Look through the records below for the word "Avenue". Report how many lines have it, and only that number.

INFORMATION PROVIDED.
⁂

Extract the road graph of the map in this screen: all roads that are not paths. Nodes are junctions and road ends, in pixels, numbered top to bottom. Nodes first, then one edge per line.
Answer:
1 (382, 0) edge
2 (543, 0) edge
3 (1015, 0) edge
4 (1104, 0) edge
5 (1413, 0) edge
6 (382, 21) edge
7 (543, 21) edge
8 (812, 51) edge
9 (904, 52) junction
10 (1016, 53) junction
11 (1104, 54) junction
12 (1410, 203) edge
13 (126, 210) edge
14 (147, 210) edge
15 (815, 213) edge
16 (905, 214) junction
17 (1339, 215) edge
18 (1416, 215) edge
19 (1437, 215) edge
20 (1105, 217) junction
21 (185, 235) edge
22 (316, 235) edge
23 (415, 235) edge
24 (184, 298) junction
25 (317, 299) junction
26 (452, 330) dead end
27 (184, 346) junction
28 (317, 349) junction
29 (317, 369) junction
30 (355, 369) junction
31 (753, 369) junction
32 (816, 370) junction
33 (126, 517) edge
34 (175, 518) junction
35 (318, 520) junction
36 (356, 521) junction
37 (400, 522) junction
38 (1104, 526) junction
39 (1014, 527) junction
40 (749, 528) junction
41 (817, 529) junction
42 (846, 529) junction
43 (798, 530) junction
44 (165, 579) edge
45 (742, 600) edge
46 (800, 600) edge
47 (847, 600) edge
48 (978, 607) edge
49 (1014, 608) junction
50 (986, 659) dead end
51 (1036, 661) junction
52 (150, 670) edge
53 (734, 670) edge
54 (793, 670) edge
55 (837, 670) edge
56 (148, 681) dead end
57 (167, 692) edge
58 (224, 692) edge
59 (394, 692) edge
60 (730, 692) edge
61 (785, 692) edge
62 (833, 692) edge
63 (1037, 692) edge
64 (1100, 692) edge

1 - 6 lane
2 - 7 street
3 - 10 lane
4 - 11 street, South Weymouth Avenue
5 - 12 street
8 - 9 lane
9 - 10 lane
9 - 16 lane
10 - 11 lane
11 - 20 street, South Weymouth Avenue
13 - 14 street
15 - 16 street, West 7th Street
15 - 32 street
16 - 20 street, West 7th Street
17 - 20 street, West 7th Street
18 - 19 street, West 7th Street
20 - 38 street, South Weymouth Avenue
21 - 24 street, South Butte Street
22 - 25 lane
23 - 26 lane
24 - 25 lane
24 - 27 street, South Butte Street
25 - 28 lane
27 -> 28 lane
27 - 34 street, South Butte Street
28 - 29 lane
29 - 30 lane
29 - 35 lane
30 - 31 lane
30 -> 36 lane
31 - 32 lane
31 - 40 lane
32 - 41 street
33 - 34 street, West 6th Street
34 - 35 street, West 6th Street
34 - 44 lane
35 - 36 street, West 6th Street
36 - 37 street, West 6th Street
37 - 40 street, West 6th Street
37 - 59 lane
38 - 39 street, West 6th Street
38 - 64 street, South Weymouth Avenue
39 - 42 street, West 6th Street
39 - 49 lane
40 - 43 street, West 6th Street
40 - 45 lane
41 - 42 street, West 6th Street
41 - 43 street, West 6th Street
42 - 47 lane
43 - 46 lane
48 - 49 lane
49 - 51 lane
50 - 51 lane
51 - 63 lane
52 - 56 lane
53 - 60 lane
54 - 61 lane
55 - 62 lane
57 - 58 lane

⁂

ANSWER TO THE EXERCISE.
4